_Task description_: Search the records below for the word "hand" and show every line where it occurs.

_Supplied records_:
────────────────

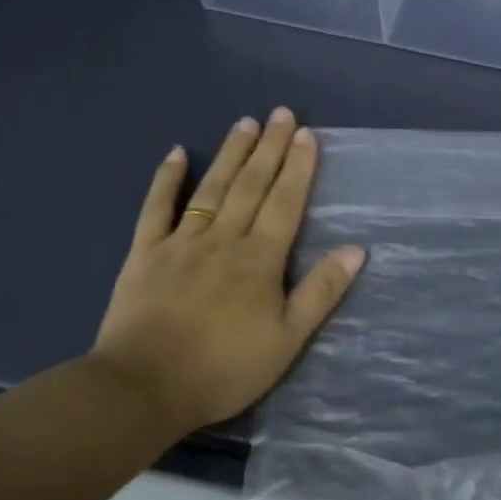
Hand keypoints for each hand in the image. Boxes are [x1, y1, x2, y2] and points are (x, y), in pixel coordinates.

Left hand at [88, 107, 364, 435]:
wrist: (146, 386)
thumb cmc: (225, 368)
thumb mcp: (288, 339)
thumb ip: (321, 292)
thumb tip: (356, 250)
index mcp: (260, 259)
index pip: (285, 203)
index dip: (298, 168)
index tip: (307, 135)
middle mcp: (223, 239)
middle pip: (251, 186)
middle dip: (269, 148)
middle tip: (281, 114)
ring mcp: (181, 241)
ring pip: (212, 188)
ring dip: (230, 154)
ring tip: (245, 123)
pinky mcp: (145, 252)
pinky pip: (156, 207)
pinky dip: (167, 179)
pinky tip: (177, 153)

────────────────

_Your response_:
Hand keypoints for each hand in the image. Boxes are [x1, y1, x2, y2] and points are (x, y), in pixel coordinates.
Left hand at [88, 107, 364, 435]:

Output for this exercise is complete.